### TASK REQUIREMENTS
Return every line in the entries below where the word "leaves" shows up.
***** RECORDS FOR THIS EXERCISE
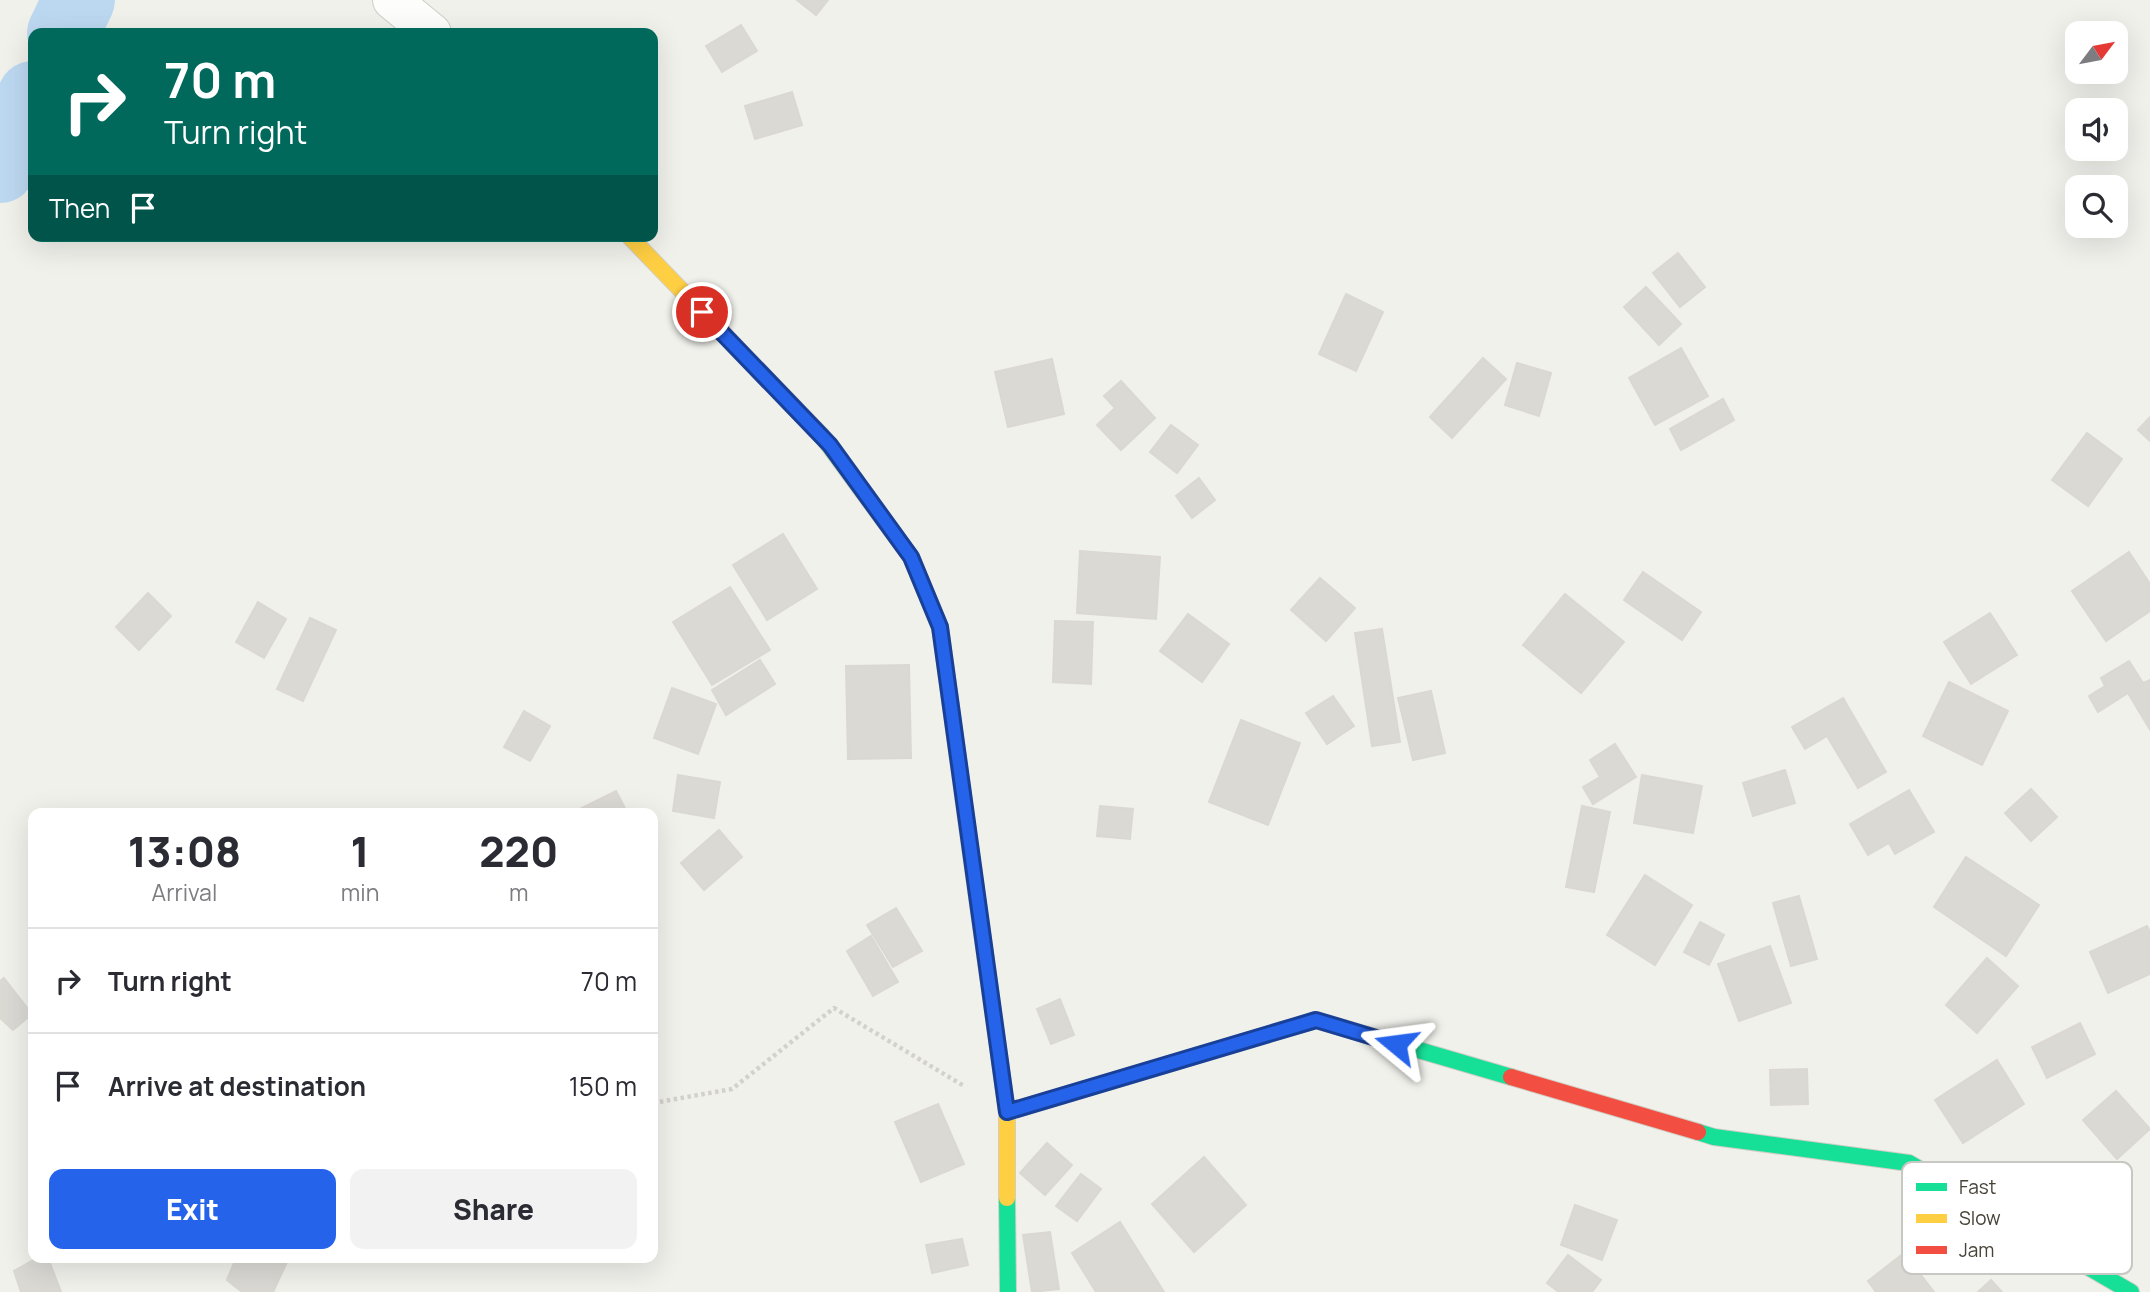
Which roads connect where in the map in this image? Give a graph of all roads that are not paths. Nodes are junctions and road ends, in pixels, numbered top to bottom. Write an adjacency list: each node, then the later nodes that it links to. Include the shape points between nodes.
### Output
1 (392, 0): 2 (street)
2 (426, 28)
3 (635, 242): 4 (street, via 830,445 911,557 940,627)
4 (1007, 1112): 5 (street, via 1316,1020 1714,1137); 7 (street)
5 (1902, 1162)
6 (2100, 1274): 8 (street)
7 (1008, 1292)
8 (2131, 1292)

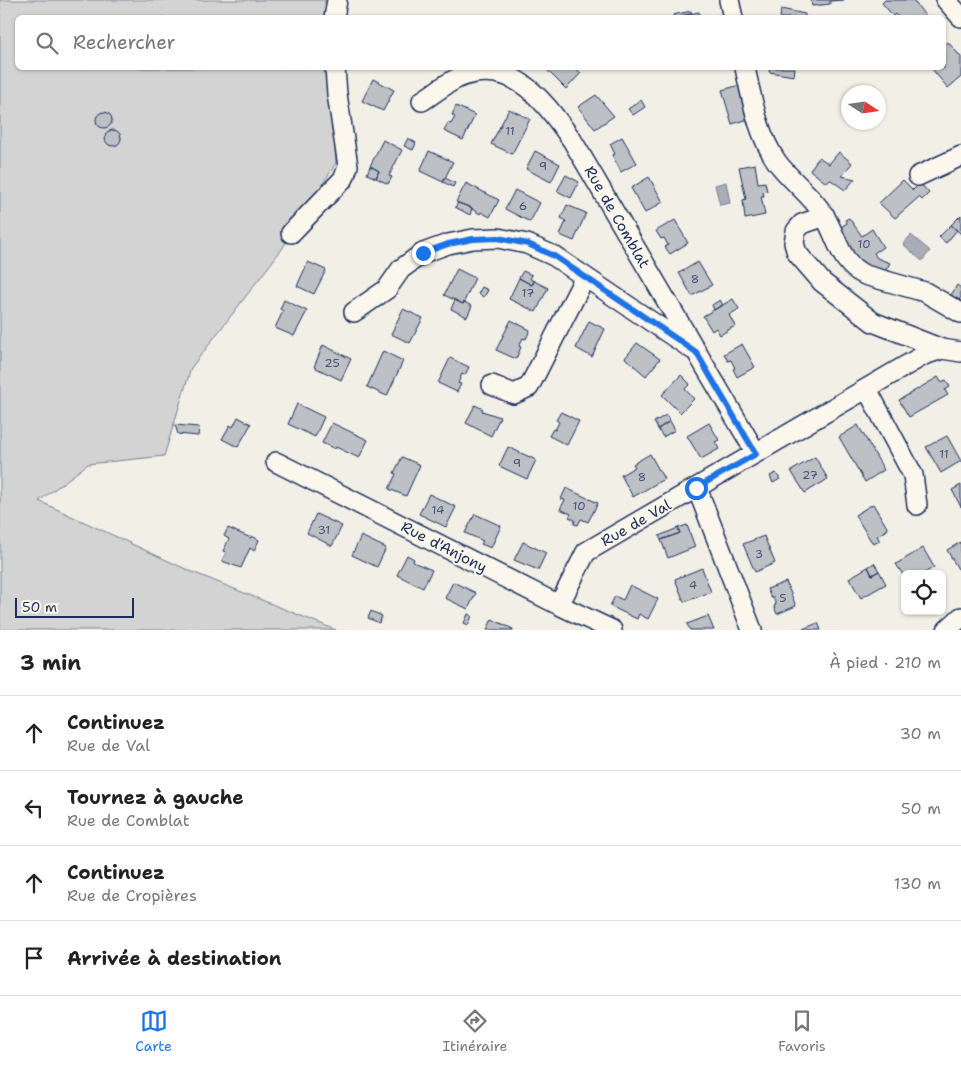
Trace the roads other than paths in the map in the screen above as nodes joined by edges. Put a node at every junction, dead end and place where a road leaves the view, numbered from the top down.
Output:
1 (337, 0) edge
2 (729, 0) edge
3 (946, 0) edge
4 (334, 15) edge
5 (732, 15) edge
6 (961, 17) edge
7 (335, 70) edge
8 (745, 70) edge
9 (422, 101) dead end
10 (961, 156) edge
11 (918, 176) dead end
12 (824, 216) junction
13 (291, 233) dead end
14 (585, 277) junction
15 (354, 312) dead end
16 (961, 313) edge
17 (942, 349) junction
18 (696, 352) junction
19 (961, 352) edge
20 (492, 385) dead end
21 (867, 389) junction
22 (756, 454) junction
23 (276, 462) dead end
24 (696, 488) junction
25 (917, 505) dead end
26 (559, 605) junction
27 (961, 616) edge
28 (612, 630) edge
29 (752, 630) edge
30 (947, 630) edge

1 - 4 street
2 - 5 street
3 - 6 street
7 - 13 street
8 - 12 street
9 - 18 street, Rue de Comblat
10 - 11 street
12 - 16 street
12 - 17 street
14 - 15 street
14 - 18 street
14 - 20 street
17 - 19 street
17 - 21 street, Rue de Val
18 - 22 street, Rue de Comblat
21 - 22 street, Rue de Val
21 - 25 street
22 - 24 street, Rue de Val
23 - 26 street, Rue d'Anjony
24 - 26 street, Rue de Val
24 - 29 street
26 - 28 street, Rue d'Anjony
27 - 30 street

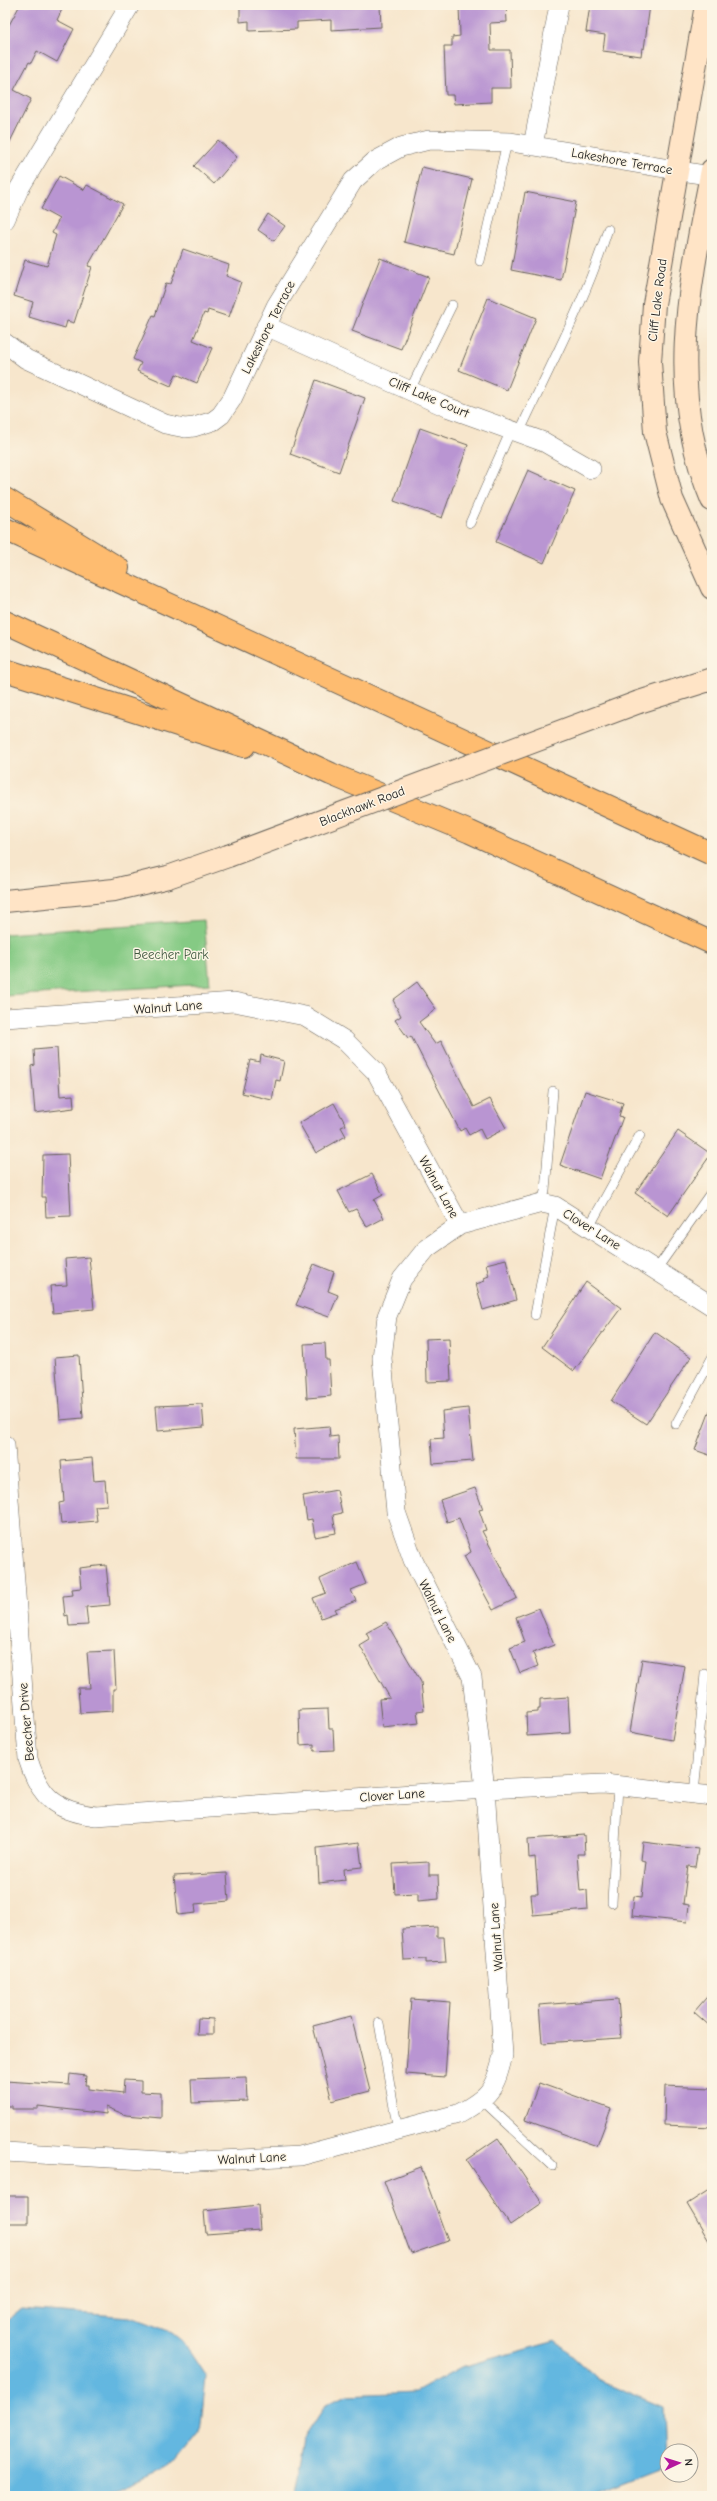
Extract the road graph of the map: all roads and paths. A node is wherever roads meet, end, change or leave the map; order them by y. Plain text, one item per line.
1 (130, 5) edge
2 (559, 5) edge
3 (706, 5) edge
4 (507, 142) junction
5 (534, 146) junction
6 (677, 170) junction
7 (711, 173) edge
8 (5, 220) edge
9 (608, 229) dead end
10 (480, 261) dead end
11 (452, 305) dead end
12 (266, 326) junction
13 (5, 343) edge
14 (410, 390) junction
15 (515, 432) junction
16 (591, 469) dead end
17 (5, 500) edge
18 (712, 500) edge
19 (470, 523) dead end
20 (5, 529) edge
21 (712, 588) edge
22 (5, 622) edge
23 (213, 626) junction
24 (5, 670) edge
25 (712, 678) edge
26 (331, 774) junction
27 (712, 854) edge
28 (5, 901) edge
29 (712, 943) edge
30 (5, 1018) edge
31 (553, 1091) dead end
32 (640, 1135) dead end
33 (712, 1191) edge
34 (549, 1205) junction
35 (460, 1225) junction
36 (589, 1227) junction
37 (656, 1270) junction
38 (712, 1306) edge
39 (535, 1315) dead end
40 (712, 1358) edge
41 (676, 1424) dead end
42 (5, 1445) edge
43 (705, 1674) dead end
44 (618, 1785) junction
45 (485, 1789) junction
46 (703, 1795) edge
47 (72, 1813) joint
48 (612, 1903) dead end
49 (379, 2023) dead end
50 (482, 2100) junction
51 (398, 2130) junction
52 (5, 2152) edge
53 (552, 2166) dead end

1 - 8 street
2 - 5 street
3 - 6 street, Cliff Lake Road
4 - 5 street, Lakeshore Terrace
4 - 10 lane
4 - 12 street, Lakeshore Terrace
5 - 6 street, Lakeshore Terrace
6 - 7 street, Lakeshore Terrace
6 - 21 street, Cliff Lake Road
7 - 18 street
9 - 15 lane
11 - 14 lane
12 - 13 street, Lakeshore Terrace
12 - 14 street, Cliff Lake Court
14 - 15 street, Cliff Lake Court
15 - 16 street, Cliff Lake Court
15 - 19 lane
17 - 23 highway
20 - 23 highway
22 - 26 highway
23 - 27 highway
24 - 26 highway
25 - 28 street, Blackhawk Road, bridge
26 - 29 highway
30 - 35 street, Walnut Lane
31 - 34 lane
32 - 36 lane
33 - 37 lane
34 - 35 street
34 - 36 street, Clover Lane
34 - 39 lane
35 - 45 street, Walnut Lane
36 - 37 street, Clover Lane
37 - 38 street, Clover Lane
40 - 41 lane
42 - 47 street, Beecher Drive
43 - 46 lane
44 - 45 street, Clover Lane
44 - 46 street, Clover Lane
44 - 48 lane
45 - 47 street, Clover Lane
45 - 50 street, Walnut Lane
49 - 51 lane
50 - 51 street, Walnut Lane
50 - 53 lane
51 - 52 street, Walnut Lane

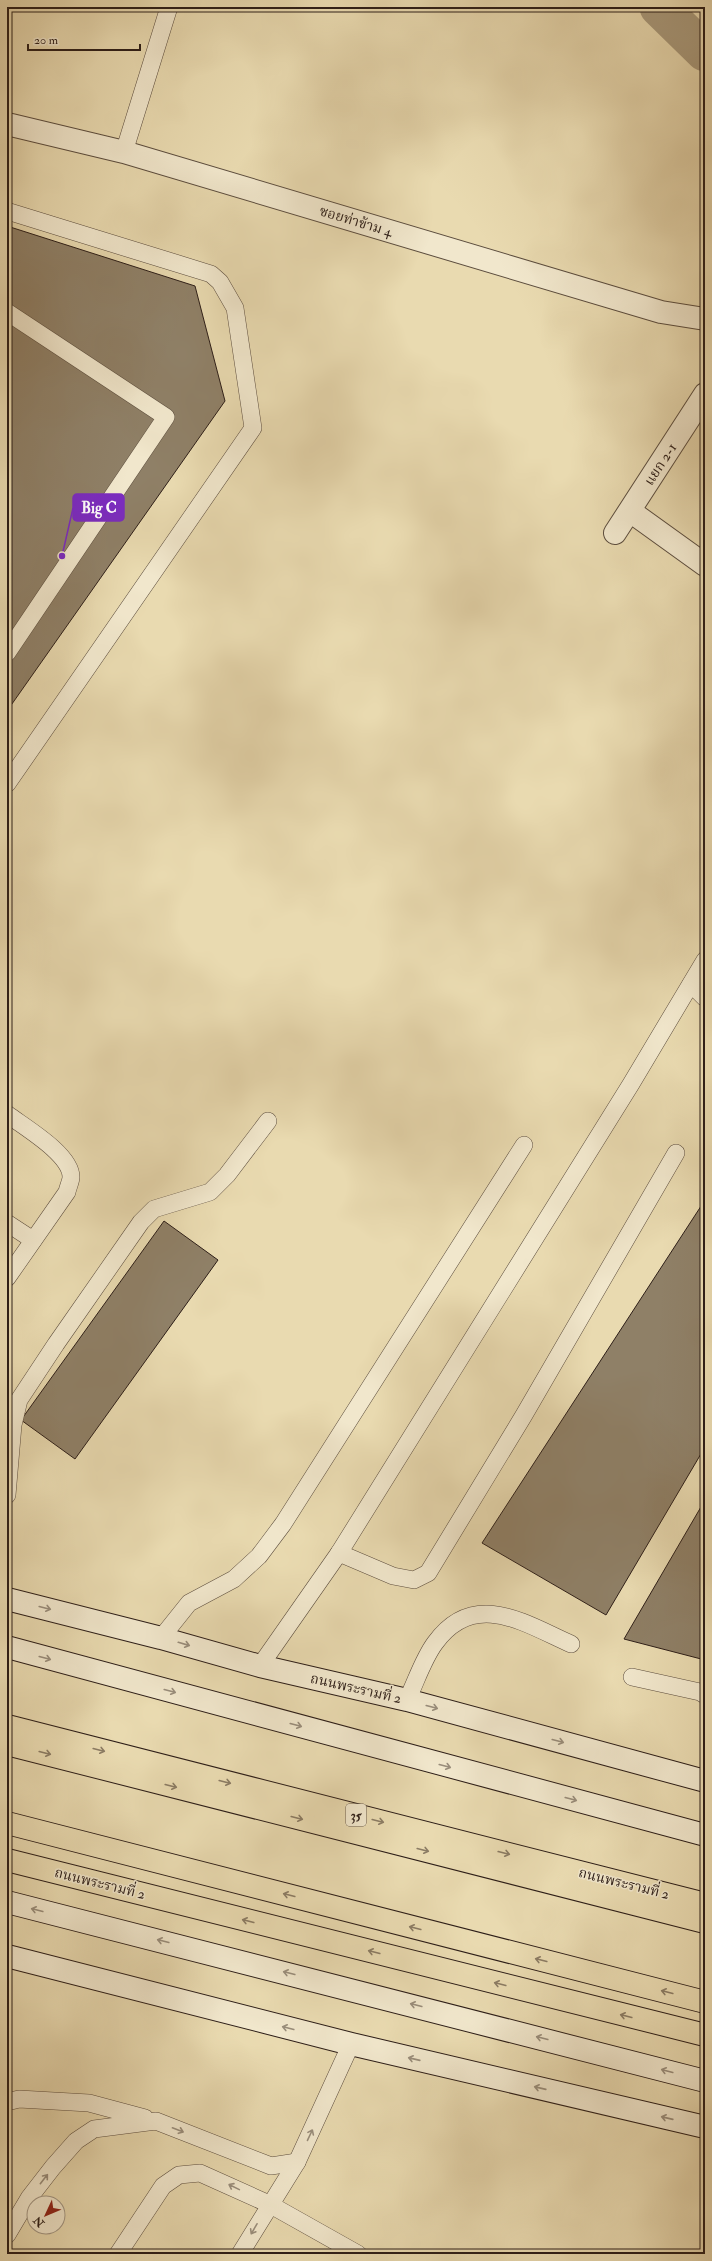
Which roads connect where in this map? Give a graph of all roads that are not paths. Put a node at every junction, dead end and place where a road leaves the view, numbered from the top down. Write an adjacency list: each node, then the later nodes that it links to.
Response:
**********
### EXPECTED ANSWER
Trace the roads other than paths in the map in the screen above as nodes joined by edges. Put a node at every junction, dead end and place where a road leaves the view, numbered from the top down.
Which roads connect where in this map? Give a graph of all roads that are not paths. Put a node at every junction, dead end and place where a road leaves the view, numbered from the top down. Write an adjacency list: each node, then the later nodes that it links to.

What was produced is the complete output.